On Tiida with Automatic transmission The front hub bearings wear out faster due to the greater weight of the engine. If you often drive on dirt roads or gravel, check the condition of the bearings every 20-30 thousand km.
FAQ: Frequently asked questions about Nissan Tiida wheel bearings
Is it possible to drive with a humming bearing?
Short-term (up to 1-2 weeks) - yes, but only if there is no play or grinding noise. Driving for a long time with a worn bearing leads to:
- 🔥 Overheating and jamming of the hub (especially dangerous at speed).
- 🛠️ Destruction of the seat in the steering knuckle (knuckle replacement will be required).
- 🚨 False positives
ABSAndESP.
If the bearing crunches or creaks — operation is prohibited!
Which bearing is better to choose: original or analogue?
Original bearings (NTN/Koyo) last longer, but are often counterfeited. High-quality analogues:
- 🥇 SKF or FAG (Germany/Japan) - resource 120–150 thousand km.
- 🥈 NSK or Timken — 100–120 thousand km.
- 🥉 CORTINA or Febi — budget option (60–80 thousand km).

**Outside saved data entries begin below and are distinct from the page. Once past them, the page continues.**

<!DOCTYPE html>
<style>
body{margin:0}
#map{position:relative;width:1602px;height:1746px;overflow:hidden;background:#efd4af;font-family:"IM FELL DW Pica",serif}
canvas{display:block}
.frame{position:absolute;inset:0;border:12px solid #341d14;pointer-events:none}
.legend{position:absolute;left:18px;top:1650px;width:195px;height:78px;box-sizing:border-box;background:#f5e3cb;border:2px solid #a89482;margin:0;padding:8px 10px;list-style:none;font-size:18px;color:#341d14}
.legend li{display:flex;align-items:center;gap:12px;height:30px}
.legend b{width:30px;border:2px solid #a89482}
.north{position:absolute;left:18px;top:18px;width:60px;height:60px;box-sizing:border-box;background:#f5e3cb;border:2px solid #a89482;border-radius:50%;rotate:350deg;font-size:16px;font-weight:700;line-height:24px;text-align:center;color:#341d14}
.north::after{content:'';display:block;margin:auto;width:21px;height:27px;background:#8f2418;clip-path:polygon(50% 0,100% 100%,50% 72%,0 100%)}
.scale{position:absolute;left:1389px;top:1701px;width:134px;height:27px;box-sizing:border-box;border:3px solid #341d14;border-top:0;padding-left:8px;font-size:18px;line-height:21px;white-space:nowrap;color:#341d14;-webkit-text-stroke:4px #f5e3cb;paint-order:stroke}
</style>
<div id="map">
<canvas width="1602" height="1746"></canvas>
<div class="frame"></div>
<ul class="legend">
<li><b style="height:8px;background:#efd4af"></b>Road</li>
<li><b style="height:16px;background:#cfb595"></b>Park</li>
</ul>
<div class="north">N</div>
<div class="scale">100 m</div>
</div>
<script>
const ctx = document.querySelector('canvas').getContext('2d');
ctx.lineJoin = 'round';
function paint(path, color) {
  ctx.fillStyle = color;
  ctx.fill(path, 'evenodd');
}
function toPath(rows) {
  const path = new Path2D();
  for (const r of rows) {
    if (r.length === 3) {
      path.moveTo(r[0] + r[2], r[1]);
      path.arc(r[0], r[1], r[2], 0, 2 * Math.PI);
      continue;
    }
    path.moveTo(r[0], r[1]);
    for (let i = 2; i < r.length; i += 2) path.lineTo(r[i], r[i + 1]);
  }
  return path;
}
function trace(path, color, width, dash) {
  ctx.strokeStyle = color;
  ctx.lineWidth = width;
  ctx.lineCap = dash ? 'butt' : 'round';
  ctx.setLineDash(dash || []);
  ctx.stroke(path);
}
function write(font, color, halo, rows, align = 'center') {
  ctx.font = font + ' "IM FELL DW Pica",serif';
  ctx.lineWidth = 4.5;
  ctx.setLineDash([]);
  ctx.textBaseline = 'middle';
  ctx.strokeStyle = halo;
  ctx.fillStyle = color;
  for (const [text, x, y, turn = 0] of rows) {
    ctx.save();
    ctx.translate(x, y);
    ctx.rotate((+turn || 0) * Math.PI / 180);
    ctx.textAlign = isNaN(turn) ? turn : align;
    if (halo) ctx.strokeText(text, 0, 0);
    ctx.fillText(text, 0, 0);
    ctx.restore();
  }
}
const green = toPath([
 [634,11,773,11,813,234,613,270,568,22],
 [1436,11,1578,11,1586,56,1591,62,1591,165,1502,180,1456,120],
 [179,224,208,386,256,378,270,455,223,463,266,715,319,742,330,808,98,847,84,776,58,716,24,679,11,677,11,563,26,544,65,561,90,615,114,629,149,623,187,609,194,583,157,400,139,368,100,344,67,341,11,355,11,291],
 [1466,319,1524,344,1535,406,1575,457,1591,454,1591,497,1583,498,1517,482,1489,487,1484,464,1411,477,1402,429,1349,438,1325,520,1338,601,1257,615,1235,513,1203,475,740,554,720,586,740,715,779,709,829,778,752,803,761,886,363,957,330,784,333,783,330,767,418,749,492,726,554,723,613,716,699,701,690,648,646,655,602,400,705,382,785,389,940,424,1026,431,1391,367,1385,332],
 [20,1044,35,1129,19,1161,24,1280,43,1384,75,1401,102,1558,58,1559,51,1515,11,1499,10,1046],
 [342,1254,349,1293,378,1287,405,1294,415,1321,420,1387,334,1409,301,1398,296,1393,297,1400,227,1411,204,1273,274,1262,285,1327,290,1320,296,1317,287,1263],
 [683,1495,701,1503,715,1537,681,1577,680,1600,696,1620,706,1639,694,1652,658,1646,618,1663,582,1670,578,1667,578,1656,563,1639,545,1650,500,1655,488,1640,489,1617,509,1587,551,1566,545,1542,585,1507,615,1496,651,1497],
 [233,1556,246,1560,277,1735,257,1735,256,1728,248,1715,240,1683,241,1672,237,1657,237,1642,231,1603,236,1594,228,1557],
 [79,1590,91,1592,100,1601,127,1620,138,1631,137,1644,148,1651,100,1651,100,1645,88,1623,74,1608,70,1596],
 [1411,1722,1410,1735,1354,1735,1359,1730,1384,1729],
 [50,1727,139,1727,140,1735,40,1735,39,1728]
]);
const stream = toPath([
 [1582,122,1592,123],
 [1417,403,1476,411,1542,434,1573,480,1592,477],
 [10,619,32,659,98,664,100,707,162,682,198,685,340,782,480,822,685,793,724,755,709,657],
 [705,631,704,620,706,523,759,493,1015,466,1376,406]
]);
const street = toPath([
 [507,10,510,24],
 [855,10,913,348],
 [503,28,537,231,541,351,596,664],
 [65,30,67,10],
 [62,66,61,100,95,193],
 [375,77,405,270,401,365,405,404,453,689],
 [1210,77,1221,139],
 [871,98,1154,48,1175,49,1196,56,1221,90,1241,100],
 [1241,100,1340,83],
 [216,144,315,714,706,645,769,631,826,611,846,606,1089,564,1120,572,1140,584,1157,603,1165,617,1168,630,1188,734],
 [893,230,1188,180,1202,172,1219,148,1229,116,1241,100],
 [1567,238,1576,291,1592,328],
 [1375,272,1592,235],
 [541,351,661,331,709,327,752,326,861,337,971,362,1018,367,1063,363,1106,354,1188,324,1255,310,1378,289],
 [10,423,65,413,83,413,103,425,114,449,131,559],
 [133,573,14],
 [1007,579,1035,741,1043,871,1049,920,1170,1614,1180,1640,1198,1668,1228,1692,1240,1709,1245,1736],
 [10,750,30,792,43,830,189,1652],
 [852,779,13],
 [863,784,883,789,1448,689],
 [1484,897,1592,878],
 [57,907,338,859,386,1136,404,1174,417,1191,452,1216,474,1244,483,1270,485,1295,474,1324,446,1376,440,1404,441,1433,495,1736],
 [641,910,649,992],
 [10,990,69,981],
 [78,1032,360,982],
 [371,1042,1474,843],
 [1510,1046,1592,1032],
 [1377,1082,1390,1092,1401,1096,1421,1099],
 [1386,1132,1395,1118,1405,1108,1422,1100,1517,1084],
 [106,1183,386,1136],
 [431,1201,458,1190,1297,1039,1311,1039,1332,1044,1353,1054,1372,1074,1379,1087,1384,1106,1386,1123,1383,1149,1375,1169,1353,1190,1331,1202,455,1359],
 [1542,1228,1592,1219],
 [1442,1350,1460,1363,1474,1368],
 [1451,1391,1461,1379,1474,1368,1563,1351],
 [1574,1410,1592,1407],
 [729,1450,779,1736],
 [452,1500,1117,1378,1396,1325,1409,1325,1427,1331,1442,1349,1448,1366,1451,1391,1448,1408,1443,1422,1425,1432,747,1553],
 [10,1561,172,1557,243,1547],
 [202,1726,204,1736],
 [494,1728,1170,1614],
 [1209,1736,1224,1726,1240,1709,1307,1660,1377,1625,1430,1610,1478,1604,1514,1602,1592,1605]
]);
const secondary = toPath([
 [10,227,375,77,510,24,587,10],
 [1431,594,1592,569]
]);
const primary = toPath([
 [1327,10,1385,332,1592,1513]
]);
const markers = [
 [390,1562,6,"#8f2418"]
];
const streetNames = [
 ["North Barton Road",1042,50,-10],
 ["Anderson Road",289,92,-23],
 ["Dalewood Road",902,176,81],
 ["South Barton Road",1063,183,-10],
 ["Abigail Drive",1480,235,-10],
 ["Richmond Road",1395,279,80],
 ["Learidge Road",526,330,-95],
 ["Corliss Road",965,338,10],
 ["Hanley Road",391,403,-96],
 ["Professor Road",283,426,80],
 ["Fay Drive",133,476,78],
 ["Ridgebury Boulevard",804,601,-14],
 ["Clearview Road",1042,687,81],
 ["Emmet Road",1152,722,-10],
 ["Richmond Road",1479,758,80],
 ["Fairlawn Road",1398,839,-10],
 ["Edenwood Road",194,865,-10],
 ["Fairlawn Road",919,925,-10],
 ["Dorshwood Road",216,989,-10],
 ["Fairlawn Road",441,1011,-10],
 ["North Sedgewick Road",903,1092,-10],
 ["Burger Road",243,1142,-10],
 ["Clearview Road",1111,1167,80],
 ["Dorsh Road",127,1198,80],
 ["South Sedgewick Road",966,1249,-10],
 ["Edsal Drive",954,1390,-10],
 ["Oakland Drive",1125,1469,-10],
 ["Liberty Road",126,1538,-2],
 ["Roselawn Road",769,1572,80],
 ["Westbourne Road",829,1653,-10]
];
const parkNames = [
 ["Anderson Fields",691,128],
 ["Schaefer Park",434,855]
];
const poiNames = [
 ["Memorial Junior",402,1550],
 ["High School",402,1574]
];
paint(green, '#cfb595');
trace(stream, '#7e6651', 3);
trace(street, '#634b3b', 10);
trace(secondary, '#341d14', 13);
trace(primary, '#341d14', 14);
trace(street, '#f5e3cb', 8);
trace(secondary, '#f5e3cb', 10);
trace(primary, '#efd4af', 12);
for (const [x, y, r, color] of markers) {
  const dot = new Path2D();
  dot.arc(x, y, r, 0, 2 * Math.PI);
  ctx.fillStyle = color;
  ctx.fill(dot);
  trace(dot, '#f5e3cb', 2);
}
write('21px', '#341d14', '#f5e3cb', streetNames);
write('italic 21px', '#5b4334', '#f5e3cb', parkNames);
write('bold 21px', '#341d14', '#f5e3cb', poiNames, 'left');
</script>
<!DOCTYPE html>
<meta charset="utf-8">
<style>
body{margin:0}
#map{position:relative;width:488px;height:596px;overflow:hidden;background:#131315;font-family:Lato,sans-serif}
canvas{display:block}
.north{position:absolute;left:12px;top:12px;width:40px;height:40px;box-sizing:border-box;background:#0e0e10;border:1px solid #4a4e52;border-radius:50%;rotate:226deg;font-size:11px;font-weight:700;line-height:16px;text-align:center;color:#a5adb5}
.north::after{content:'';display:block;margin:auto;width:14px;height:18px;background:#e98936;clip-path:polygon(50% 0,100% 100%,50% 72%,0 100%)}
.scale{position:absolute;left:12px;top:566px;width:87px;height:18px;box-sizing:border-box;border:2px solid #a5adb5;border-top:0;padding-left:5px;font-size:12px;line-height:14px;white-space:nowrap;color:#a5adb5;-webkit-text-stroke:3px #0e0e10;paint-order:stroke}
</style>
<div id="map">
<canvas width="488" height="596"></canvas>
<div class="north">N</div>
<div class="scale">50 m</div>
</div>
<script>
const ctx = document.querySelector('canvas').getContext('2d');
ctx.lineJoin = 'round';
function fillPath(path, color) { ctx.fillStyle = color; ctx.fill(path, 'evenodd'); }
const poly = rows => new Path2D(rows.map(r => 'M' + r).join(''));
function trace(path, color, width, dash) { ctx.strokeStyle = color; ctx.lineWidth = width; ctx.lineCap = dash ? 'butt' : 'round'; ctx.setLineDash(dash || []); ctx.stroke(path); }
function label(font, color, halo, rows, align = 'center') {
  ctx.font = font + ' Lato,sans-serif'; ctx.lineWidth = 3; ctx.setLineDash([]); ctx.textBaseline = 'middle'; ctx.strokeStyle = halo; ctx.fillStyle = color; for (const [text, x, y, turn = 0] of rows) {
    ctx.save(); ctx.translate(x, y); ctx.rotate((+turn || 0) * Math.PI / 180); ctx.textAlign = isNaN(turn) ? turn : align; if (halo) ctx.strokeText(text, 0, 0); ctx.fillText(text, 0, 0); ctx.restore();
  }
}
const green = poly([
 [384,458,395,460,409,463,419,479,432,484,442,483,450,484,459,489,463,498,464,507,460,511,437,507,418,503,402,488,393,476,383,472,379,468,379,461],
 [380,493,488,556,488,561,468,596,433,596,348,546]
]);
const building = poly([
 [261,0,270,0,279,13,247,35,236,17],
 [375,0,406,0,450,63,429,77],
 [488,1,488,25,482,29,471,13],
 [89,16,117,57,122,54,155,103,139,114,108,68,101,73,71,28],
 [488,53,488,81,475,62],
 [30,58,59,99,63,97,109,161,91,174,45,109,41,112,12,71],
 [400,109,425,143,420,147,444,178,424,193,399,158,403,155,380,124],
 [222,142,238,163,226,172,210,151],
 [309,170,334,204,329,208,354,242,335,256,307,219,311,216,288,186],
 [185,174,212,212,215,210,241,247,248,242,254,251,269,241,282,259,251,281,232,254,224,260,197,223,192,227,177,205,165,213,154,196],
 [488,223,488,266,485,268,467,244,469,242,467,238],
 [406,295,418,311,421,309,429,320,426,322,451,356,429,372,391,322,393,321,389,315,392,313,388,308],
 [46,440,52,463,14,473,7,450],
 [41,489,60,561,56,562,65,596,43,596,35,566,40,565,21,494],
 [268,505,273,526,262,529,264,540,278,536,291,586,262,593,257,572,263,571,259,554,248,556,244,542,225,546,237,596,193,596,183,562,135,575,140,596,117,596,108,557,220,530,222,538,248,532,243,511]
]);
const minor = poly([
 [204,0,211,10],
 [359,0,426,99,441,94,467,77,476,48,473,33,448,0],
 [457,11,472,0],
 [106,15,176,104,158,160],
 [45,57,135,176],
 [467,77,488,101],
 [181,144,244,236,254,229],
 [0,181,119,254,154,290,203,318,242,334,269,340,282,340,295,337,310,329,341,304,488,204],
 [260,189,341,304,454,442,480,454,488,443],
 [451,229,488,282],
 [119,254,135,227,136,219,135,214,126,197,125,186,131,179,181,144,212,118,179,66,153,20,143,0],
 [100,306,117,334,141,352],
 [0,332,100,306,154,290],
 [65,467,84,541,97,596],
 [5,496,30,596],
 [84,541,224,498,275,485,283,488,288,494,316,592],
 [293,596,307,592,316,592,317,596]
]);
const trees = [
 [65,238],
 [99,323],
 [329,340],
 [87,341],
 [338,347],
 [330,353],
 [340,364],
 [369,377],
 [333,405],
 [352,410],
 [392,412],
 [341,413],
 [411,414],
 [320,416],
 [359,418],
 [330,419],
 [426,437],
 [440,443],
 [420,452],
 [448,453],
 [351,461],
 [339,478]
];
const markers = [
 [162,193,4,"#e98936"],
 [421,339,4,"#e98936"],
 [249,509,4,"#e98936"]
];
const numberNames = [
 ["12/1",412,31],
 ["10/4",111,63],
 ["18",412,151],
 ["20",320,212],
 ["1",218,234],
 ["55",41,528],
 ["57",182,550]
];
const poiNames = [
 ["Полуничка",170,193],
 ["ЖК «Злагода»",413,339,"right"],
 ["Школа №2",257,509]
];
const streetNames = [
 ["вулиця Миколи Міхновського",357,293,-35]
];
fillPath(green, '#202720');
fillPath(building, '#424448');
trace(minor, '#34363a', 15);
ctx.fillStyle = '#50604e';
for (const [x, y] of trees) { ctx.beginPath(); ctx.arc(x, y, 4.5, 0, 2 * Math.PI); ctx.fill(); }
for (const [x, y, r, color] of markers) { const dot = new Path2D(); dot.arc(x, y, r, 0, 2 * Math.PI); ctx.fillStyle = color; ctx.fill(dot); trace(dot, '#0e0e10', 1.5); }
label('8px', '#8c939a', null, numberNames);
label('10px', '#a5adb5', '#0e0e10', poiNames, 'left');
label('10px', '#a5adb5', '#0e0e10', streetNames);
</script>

Avoid Brands ASVA, GMB (China) - their resource rarely exceeds 30 thousand km.
Do I need to replace the bearing in pairs (left and right)?
No, if the second bearing is in good condition. However, if the car's mileage is more than 150 thousand km, it is recommended to replace both - the second one may soon fail. Exception: if diagnostics reveals play or hum on both sides.
Is it possible to replace a bearing without a puller?
Theoretically yes, but it's risky. Alternative methods:
- 🔧 Hammer and mandrel: You can knock out the old bearing, but there is a risk of damaging the hub.
- 🔥 Heating: the hub is heated with a burner and the bearing is cooled (see spoiler above).
- 🛠️ Car service: many service stations charge 500–1,000 rubles. for pressing/extruding.
Without a puller there is a high risk skew when installing a new bearing, which will shorten its service life.
Why did the hum remain after replacing the bearing?
Possible reasons:
- 🔧 Incorrect pressing: The bearing is installed skewed.
- 🛠️ Hub wear: the seat is deformed (the hub needs repair or replacement).
- 🚗 Other faults: check
CV joint, cardan outboard bearing (on Tiida withManual transmission), wheel balancing. - 🔩 Bearing defect: If the hum appears immediately after replacement, return the part under warranty.